For Barrie this was a year of records set, both for better and for worse. In March, house prices spiked to an all-time high of some $600,000 for an average single detached home. We became the third most expensive city in Canada in which to rent an apartment, after only Vancouver and Toronto. Our unemployment rate dipped to an almost impossibly low 3.4% in November, the lowest ever recorded by StatsCan for Barrie.
Signs of tremendous strength in our local economy. Yet the rapid rise in the cost of housing put unprecedented pressure on household budgets, from working families to those struggling to make rent. And the strength of those job numbers hides the more precarious nature of work, and how quickly things can change in today’s economy.
This year will also likely be remembered for the completion (at last) of the waterfront in Barrie. An expanded Centennial Park, nearly doubled in size, with a boardwalk, trails, open lawns, a new ice rink and basketball courts. A new transient marina for tourists, complete with a new landmark donated by the Rotary Club, a Victorian clock.
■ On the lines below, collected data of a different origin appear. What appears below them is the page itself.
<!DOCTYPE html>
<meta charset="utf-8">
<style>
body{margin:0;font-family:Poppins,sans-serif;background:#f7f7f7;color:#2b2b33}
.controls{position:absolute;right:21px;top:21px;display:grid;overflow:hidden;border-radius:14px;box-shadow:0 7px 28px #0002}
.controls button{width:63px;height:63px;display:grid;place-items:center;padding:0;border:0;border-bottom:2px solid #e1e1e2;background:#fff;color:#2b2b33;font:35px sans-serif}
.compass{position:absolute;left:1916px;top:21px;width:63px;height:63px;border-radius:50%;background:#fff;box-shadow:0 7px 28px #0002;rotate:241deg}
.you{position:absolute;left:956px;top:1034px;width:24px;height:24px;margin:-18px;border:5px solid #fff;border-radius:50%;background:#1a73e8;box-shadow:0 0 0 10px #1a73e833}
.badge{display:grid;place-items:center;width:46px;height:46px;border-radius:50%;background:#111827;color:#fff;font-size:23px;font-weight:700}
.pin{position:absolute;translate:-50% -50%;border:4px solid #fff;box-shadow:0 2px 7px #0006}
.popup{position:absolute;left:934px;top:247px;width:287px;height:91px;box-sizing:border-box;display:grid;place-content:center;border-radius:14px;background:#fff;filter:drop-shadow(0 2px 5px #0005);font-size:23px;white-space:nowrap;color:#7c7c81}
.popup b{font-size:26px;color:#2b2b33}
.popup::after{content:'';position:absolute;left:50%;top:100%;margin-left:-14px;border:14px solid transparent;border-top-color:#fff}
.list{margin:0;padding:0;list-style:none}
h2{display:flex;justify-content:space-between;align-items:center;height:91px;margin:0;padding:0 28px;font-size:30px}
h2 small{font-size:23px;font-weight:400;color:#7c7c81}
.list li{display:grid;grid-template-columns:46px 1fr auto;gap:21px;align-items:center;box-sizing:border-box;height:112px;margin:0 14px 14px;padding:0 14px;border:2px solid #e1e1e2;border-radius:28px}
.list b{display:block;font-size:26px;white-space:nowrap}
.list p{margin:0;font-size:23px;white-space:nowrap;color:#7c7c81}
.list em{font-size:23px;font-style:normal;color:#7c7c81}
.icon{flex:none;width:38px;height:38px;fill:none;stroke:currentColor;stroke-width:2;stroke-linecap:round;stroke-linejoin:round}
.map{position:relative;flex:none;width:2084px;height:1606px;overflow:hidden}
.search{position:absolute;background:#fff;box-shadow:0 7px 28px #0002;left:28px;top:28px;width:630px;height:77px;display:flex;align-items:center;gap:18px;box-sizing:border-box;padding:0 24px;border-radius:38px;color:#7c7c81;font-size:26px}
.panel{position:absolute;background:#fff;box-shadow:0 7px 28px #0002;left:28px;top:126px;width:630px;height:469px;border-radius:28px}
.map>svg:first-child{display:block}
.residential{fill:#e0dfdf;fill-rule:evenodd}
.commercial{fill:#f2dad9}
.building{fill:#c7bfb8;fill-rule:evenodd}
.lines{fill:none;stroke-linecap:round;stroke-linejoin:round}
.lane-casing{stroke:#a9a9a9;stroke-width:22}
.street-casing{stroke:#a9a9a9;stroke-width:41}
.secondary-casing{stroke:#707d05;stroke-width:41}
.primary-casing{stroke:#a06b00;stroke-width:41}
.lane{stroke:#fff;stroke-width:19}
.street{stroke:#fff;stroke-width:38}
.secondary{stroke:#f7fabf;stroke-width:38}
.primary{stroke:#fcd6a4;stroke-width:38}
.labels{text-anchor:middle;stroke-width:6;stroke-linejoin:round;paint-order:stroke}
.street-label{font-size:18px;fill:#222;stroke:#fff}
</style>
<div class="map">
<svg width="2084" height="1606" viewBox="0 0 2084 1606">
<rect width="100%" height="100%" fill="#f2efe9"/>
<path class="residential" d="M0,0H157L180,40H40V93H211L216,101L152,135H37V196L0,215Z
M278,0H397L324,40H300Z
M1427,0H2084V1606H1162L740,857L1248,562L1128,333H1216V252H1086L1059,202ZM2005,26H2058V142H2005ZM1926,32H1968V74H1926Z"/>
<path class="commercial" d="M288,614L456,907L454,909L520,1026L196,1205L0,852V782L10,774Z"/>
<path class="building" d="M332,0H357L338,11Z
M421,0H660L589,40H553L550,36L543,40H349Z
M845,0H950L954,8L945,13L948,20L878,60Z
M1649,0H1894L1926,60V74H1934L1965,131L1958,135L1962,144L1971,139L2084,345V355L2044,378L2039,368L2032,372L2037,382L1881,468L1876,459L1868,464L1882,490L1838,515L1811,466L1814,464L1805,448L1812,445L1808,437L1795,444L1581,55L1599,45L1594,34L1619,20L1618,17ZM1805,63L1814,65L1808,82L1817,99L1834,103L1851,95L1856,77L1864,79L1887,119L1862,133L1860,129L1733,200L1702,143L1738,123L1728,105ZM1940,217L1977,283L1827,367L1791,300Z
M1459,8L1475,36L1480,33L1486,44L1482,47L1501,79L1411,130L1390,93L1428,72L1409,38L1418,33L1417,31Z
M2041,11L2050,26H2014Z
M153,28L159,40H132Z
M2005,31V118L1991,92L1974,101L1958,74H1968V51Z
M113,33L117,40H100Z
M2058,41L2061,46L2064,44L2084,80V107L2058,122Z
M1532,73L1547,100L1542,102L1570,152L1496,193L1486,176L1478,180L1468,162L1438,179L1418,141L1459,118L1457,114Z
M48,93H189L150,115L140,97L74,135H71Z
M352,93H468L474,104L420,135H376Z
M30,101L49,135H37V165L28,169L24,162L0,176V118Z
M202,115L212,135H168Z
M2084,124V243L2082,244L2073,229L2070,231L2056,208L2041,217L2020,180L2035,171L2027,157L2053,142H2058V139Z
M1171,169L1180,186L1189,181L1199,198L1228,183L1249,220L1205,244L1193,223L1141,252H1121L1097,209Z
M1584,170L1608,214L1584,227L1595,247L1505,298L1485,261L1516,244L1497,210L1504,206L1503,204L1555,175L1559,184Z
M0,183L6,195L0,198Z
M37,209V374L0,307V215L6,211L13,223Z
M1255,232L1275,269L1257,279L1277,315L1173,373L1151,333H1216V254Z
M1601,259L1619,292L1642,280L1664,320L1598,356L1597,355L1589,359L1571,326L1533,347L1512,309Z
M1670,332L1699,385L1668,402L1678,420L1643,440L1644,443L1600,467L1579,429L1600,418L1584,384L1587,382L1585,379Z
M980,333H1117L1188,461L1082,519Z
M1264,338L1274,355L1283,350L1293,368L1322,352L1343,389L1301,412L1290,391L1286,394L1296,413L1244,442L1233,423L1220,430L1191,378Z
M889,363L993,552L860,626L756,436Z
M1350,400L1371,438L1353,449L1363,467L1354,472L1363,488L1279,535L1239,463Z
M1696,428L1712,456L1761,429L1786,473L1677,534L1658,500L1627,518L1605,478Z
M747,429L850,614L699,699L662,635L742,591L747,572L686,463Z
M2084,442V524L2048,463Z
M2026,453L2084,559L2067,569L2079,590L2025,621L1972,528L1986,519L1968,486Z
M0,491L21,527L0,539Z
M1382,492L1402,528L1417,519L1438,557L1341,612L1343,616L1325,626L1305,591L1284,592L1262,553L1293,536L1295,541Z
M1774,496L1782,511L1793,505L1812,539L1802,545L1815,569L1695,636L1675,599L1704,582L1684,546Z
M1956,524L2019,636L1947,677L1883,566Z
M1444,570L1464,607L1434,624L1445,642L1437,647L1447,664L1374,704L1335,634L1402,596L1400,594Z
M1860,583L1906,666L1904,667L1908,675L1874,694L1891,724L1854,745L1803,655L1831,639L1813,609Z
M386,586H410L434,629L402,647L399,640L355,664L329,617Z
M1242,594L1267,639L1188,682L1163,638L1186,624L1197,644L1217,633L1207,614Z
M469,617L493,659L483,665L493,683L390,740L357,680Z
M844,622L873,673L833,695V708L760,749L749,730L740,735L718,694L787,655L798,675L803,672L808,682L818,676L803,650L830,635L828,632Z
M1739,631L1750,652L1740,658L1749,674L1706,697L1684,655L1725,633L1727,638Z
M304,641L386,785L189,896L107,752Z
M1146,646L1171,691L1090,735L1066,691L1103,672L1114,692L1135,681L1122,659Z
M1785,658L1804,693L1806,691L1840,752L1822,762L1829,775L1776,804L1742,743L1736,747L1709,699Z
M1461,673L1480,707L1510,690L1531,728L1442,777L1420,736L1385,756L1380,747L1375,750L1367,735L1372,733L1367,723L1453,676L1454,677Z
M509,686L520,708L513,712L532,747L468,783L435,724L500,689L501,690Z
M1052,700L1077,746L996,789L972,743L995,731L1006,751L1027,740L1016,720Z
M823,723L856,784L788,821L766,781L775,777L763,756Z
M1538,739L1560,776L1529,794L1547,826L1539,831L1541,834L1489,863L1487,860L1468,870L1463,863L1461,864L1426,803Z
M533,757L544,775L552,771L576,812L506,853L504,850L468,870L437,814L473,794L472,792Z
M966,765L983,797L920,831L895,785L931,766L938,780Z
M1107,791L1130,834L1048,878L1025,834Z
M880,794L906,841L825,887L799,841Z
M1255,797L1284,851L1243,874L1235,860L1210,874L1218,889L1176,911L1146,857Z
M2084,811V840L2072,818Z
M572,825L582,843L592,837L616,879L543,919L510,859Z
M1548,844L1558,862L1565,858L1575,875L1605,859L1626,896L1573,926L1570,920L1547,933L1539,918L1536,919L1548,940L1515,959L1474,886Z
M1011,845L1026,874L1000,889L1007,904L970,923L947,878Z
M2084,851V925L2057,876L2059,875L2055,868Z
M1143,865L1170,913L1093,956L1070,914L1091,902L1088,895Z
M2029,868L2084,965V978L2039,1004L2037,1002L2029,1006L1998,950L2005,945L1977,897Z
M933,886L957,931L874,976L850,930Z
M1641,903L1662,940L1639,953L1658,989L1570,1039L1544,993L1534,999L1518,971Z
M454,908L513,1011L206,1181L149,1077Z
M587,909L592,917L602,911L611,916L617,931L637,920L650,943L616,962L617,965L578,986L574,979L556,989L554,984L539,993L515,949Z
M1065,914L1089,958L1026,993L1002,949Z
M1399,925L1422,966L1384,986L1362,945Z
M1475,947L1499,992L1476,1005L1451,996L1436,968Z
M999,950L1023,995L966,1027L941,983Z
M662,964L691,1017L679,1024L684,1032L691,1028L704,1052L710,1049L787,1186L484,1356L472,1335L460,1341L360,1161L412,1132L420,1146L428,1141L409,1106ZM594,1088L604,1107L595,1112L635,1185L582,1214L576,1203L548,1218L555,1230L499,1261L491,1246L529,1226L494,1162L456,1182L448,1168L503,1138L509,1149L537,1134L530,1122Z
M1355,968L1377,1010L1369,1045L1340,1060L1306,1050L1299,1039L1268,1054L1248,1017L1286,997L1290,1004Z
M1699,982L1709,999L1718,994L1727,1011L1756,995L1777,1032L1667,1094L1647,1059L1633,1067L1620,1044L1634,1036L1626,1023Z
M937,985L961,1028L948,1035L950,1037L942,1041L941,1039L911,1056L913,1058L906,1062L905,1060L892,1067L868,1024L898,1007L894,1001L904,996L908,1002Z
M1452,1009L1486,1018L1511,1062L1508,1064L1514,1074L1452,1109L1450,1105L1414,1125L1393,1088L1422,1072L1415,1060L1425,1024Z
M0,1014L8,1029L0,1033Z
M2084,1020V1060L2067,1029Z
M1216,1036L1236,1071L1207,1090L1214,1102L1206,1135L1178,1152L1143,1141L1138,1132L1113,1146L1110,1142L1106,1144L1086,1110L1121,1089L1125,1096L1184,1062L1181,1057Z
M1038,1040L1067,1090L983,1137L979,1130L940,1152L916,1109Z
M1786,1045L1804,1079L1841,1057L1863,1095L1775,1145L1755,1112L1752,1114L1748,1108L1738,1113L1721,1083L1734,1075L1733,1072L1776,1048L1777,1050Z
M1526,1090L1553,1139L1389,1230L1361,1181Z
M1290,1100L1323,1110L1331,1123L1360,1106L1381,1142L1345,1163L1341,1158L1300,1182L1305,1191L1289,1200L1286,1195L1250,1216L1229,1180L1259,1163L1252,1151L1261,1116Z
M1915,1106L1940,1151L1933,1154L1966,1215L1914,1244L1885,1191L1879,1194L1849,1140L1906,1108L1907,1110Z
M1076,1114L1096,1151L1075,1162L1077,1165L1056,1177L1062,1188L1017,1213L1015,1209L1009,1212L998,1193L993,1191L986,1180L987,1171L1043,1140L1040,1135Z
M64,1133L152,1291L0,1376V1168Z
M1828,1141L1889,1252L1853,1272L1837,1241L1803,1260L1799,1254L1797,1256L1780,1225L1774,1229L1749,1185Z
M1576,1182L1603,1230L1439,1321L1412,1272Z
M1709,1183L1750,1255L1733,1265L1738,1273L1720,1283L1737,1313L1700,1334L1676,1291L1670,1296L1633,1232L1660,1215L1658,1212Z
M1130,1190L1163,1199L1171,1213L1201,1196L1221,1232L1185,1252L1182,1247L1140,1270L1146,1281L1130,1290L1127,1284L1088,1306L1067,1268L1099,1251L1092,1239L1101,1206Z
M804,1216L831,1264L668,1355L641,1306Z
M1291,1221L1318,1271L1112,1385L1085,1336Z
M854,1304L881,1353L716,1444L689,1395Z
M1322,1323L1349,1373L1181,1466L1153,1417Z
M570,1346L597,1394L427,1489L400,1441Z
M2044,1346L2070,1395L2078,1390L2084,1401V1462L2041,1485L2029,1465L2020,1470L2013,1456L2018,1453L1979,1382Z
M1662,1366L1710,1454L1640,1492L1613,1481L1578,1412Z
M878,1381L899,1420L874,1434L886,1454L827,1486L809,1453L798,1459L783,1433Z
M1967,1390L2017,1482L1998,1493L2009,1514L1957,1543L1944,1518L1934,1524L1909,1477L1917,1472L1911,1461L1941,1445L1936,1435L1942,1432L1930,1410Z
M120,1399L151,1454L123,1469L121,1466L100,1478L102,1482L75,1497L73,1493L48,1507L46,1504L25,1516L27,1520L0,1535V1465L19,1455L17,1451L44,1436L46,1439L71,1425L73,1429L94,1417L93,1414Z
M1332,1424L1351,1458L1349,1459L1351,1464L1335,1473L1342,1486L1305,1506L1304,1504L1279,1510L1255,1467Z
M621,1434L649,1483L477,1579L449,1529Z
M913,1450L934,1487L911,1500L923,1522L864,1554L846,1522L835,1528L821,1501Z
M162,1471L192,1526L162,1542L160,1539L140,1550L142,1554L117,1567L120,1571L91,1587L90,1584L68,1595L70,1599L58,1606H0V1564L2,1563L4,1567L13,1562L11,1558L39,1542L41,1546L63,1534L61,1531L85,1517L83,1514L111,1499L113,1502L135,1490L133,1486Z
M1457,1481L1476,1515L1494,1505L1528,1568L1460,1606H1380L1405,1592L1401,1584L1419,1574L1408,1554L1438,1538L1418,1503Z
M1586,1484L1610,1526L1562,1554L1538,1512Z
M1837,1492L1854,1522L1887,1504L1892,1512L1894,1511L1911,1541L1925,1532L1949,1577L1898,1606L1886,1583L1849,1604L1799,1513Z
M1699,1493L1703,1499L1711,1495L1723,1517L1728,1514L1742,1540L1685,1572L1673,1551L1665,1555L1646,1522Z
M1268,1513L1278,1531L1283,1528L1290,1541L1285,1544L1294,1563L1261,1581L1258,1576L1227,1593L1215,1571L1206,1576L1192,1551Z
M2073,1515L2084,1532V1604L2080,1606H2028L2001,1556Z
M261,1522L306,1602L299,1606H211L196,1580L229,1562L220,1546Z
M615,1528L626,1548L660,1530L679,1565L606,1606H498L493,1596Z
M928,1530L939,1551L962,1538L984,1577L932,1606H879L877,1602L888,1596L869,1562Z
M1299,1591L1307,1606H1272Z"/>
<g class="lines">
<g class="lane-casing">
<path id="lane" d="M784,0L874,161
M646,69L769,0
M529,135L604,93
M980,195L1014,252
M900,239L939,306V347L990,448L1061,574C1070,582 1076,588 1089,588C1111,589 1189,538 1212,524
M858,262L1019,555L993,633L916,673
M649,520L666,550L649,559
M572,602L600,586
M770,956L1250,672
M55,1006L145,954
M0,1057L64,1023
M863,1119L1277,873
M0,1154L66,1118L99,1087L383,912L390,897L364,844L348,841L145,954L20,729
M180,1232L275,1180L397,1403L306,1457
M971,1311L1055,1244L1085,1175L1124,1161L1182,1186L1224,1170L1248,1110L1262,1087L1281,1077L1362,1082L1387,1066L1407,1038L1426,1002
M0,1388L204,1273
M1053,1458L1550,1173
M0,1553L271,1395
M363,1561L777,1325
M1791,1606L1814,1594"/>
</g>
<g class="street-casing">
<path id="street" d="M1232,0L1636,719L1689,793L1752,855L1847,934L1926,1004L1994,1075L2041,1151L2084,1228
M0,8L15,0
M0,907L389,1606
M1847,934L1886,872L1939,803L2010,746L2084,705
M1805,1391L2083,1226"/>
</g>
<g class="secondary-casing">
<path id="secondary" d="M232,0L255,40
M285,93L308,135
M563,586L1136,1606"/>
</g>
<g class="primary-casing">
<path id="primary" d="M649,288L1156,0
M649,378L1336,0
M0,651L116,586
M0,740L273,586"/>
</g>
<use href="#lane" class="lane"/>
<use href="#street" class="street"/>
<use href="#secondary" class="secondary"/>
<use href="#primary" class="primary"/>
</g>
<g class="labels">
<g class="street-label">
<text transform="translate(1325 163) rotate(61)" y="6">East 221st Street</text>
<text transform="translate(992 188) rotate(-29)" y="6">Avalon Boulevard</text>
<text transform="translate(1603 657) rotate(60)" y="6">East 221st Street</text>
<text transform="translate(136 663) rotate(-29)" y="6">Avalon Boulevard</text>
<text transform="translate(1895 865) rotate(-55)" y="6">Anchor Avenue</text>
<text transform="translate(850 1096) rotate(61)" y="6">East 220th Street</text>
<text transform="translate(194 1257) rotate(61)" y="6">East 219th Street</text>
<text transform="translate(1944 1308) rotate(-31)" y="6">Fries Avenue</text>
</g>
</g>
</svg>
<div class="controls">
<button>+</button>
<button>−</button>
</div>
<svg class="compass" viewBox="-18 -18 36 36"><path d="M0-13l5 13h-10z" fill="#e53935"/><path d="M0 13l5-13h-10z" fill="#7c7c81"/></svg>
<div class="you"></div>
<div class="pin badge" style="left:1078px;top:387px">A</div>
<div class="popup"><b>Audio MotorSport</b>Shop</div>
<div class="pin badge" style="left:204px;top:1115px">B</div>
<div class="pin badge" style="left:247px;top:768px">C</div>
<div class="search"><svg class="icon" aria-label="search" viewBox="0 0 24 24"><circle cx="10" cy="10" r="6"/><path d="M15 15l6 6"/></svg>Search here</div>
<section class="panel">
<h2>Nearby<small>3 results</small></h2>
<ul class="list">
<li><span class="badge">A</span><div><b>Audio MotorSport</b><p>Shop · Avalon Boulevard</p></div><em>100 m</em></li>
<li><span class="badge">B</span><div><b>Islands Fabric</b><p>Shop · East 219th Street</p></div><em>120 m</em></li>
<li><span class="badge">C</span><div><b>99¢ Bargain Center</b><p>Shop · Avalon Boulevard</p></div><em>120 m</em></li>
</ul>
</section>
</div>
Thanks to the Downtown Barrie BIA, 2017 saw significant progress on the redevelopment of Memorial Square, including the relocation of the Cenotaph to a more prominent location. And on the south shore, Military Heritage Park pays homage to Canada’s military history and contributions to peace, with gardens and landscapes that evoke the battlefields on which Canadians served. This was the City’s legacy project for Canada 150; it was only possible because of the vision of those who created Barrie’s beautiful waterfront in the first place. It’s a democratic place – anyone and everyone is welcome – it belongs to the people.
In addition to these high profile changes, it’s the changes in our community that aren’t as visible which are perhaps the most significant. The census data released this year told us Barrie is becoming more diverse, with a wider range of jobs, a broader mix of housing types, and yes, a wider range in incomes. This will mean we need to do more to support the least fortunate in our community. These are the long term trends that will shape our city in the years to come, and the ones that bring both the greatest challenges and opportunities for the future.
I wish everyone the very best for a safe and healthy 2018.